![resim.png](attachment:resim.png)

## Giriş

Bu çalışmada BG/NBD ve Gamma Gamma modeli ile CLTV değeri hesaplanmaya çalışılacaktır. Çalışmanın özeti şöyledir:
* 1-CLTV Nedir ve Nasıl Hesaplanır
* 2-Importing
* 3-Verinin Hazırlanması ve EDA
* 4-BG-NBD Modeli ile Expected Sales Forecasting
* 5-Gamma-Gamma Modeli ile Expected Average Profit
* 6-BG-NBD ve Gamma-Gamma Modeli ile CLTV'nin Hesaplanması
* 7-CLTV'ye Göre Segmentlerin Oluşturulması

## 1.1- CLTV Nedir?

CLTV ya da CLV kısa tanımıyla müşterinin yaşamı boyunca getireceği gelirlerin beklenen toplamıdır.Pazarlama dünyasında müşteriyi anlamak ve yönetmek için çok sık kullanılan
bir metriktir.

CLTV değerini doğru öngördüğünüz zaman müşterinin CLTV değerini arttırmak için aksiyon alabilirsiniz.

Mevcut müşteriyi elde tutmanın yeni müşteriler kazanmaktan daha kolay bir iş olduğu artık biliniyor.Bu durumda gelirlerimizi arttırmak için CLTV' yi arttırmak oldukça kullanılabilir bir yöntem.

## 1.2- CLTV Nasıl Hesaplanır ?

Yaşam boyu müşteri değeri hesaplamak için kullanılan pek çok farklı formül ve yaklaşım mevcut.Bu çalışmada BG/NBD ve Gamma Gamma yöntemi ile CLTV hesaplanacaktır.

* CLTV = (Customer Value / Churn Rate) * Profit Margin
* Customer Value = Average Order Value * Purchase Frequency
* Churn Rate = 1 — Repeat Rate
* CLTV = Expected Number of Transactions * Expected Average Profit
* CLTV = BG/NBD * Gamma Gamma Submodel



## 2 - Importing

In [1]:
import datetime as dt
import pandas as pd
import numpy as np
import seaborn as sns
import matplotlib.pyplot as plt
from lifetimes import BetaGeoFitter
from lifetimes import GammaGammaFitter
from lifetimes.plotting import plot_period_transactions

pd.set_option('display.max_columns', None)
pd.set_option('display.width', 500)
pd.set_option('display.float_format', lambda x: '%.4f' % x)
from sklearn.preprocessing import MinMaxScaler


def outlier_thresholds(dataframe, variable):
    quartile1 = dataframe[variable].quantile(0.01)
    quartile3 = dataframe[variable].quantile(0.99)
    interquantile_range = quartile3 - quartile1
    up_limit = quartile3 + 1.5 * interquantile_range
    low_limit = quartile1 - 1.5 * interquantile_range
    return low_limit, up_limit


def replace_with_thresholds(dataframe, variable):
    low_limit, up_limit = outlier_thresholds(dataframe, variable)
    dataframe.loc[(dataframe[variable] < low_limit), variable] = low_limit
    dataframe.loc[(dataframe[variable] > up_limit), variable] = up_limit

## 3.1- Verinin Hazırlanması ve EDA

Değişkenler

* InvoiceNo: Fatura numarası. Her işleme yani faturaya ait eşsiz numara.

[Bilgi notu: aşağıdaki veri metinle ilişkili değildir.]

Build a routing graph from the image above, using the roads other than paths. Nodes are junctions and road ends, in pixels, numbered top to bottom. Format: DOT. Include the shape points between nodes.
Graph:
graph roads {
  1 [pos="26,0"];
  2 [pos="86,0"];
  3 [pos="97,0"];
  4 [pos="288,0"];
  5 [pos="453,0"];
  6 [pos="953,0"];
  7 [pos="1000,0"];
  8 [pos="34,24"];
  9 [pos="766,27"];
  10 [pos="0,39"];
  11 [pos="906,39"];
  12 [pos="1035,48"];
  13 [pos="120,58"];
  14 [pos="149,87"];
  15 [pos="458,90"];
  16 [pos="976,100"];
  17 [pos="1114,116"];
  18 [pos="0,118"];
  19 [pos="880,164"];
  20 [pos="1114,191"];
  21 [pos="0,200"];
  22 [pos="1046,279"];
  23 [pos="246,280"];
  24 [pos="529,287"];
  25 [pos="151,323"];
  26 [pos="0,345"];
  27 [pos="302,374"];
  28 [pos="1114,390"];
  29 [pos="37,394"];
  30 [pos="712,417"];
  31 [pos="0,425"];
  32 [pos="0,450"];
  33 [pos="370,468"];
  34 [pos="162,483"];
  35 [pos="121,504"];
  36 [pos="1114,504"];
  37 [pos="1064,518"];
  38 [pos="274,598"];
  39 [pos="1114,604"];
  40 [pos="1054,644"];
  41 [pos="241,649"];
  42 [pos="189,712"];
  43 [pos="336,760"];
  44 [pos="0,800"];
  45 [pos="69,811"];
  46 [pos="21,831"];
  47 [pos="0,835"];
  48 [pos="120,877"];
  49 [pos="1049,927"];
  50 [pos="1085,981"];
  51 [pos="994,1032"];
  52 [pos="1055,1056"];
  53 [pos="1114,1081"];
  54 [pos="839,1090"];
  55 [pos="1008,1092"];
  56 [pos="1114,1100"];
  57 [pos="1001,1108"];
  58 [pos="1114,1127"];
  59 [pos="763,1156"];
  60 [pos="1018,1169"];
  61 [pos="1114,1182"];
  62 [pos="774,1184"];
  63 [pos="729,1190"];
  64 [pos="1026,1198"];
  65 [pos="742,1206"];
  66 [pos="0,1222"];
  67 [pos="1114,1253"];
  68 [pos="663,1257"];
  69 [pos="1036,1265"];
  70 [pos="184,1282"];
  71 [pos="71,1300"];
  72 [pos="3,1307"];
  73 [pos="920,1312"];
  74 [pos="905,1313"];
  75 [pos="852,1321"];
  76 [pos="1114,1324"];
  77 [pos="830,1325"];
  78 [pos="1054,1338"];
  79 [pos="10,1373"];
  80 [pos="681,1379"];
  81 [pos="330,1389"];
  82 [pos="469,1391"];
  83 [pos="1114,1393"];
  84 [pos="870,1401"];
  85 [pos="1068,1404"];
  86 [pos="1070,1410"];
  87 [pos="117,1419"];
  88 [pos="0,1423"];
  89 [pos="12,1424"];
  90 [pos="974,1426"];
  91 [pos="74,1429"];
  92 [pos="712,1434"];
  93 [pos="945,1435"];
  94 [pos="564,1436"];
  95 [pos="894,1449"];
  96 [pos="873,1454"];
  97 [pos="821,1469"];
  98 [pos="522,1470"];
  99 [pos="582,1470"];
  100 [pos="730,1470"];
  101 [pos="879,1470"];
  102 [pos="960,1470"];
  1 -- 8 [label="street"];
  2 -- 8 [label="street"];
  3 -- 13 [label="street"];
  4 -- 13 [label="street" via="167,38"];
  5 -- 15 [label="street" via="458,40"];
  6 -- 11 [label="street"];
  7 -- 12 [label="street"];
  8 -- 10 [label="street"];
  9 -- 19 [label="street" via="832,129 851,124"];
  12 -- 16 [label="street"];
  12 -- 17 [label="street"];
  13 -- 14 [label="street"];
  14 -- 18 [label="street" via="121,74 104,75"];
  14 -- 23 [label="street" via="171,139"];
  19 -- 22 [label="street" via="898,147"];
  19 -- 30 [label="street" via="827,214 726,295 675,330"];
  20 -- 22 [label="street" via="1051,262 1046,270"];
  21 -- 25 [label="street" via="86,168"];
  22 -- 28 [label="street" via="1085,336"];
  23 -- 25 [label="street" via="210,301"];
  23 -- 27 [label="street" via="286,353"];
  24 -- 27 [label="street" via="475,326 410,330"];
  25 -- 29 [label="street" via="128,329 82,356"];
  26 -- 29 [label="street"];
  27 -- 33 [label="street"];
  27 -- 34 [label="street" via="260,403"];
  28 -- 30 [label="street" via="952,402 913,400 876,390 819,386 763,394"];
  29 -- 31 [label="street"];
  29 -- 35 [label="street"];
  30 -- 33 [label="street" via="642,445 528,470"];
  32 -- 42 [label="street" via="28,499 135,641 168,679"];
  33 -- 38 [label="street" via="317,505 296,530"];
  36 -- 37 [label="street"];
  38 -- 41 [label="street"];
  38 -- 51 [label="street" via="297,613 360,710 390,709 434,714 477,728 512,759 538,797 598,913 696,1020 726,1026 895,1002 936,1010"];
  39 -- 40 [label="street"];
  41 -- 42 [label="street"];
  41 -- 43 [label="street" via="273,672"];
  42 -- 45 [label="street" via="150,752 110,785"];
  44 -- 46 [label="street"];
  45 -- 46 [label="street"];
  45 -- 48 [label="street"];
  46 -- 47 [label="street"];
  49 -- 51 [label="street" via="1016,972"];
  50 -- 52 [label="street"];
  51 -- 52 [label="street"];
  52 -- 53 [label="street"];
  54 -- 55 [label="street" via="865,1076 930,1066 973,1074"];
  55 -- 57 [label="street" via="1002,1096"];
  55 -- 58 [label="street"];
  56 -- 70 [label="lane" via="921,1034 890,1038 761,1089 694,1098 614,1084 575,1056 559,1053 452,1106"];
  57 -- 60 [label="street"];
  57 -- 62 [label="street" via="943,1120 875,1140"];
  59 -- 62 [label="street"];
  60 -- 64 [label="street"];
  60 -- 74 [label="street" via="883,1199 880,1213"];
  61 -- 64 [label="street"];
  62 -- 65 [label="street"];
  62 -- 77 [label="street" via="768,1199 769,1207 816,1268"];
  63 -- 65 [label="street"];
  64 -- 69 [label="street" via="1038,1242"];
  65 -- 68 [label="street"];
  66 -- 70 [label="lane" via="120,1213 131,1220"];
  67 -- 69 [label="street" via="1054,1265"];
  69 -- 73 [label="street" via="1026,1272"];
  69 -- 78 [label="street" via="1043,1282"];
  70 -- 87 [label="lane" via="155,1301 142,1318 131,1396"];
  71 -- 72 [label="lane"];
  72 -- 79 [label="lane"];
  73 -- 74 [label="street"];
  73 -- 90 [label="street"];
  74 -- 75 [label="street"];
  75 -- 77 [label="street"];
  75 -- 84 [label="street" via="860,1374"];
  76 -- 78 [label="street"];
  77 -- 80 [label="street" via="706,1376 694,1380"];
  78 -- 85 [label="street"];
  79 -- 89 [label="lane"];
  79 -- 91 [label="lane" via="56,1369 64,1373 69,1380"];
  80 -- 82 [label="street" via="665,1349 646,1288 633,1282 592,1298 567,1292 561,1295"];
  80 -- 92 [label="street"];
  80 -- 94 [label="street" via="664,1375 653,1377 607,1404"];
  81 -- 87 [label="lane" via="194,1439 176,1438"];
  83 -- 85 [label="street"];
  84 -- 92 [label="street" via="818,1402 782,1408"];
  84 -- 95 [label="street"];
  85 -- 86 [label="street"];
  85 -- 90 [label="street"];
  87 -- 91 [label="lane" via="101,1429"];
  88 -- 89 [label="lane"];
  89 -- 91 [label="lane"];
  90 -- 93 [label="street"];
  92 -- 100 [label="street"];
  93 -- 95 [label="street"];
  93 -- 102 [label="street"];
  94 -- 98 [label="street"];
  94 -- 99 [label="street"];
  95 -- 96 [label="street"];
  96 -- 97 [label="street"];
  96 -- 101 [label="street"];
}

C ile başlıyorsa iptal edilen işlem.
* StockCode: Ürün kodu. Her bir ürün için eşsiz numara.
* Description: Ürün ismi
* Quantity: Ürün adedi. Faturalardaki ürünlerden kaçar tane satıldığını ifade etmektedir.
* InvoiceDate: Fatura tarihi ve zamanı.
* UnitPrice: Ürün fiyatı (Sterlin cinsinden)
* CustomerID: Eşsiz müşteri numarası
* Country: Ülke ismi. Müşterinin yaşadığı ülke.

In [2]:
# Verinin okunması
df_=pd.read_excel("online_retail_II.xlsx",sheet_name="Year 2010-2011" )
df=df_.copy()

In [3]:
# Ön İşleme Öncesi
df.describe().T

Unnamed: 0,count,mean,std,min,25%,50%,75%,max
Quantity,541910.0,9.5522,218.081,-80995.0,1.0,3.0,10.0,80995.0
Price,541910.0,4.6111,96.7598,-11062.06,1.25,2.08,4.13,38970.0
Customer ID,406830.0,15287.6842,1713.6031,12346.0,13953.0,15152.0,16791.0,18287.0


In [4]:
df.dropna(inplace=True)
df = df[~df["Invoice"].str.contains("C", na=False)]
df = df[df["Quantity"] > 0]

replace_with_thresholds(df, "Quantity")
replace_with_thresholds(df, "Price")

df["TotalPrice"] = df["Quantity"] * df["Price"]
today_date = dt.datetime(2011, 12, 11)

In [5]:
# Ön İşleme Sonrası
df.describe().T

Unnamed: 0,count,mean,std,min,25%,50%,75%,max
Quantity,397925.0,11.8337,25.5345,1.0,2.0,6.0,12.0,298.5
Price,397925.0,2.8932,3.2271,0.0,1.25,1.95,3.75,37.06
Customer ID,397925.0,15294.3086,1713.1727,12346.0,13969.0,15159.0,16795.0,18287.0
TotalPrice,397925.0,20.6277,51.8263,0.0,4.68,11.8,19.8,3268.575


# 3.2-Lifetime Veri Yapısının Hazırlanması

* recency: Son satın alma üzerinden geçen zaman. Haftalık. (cltv_df'de analiz gününe göre, burada kullanıcı özelinde)
* T: Müşterinin yaşı. Haftalık. (analiz tarihinden ne kadar süre önce ilk satın alma yapılmış)
* frequency: tekrar eden toplam satın alma sayısı (frequency>1)
* monetary_value: satın alma başına ortalama kazanç

In [6]:
cltv_df = df.groupby('Customer ID').agg({'InvoiceDate': [lambda date: (date.max() - date.min()).days,
                                                         lambda date: (today_date - date.min()).days],
                                         'Invoice': lambda num: num.nunique(),
                                         'TotalPrice': lambda TotalPrice: TotalPrice.sum()})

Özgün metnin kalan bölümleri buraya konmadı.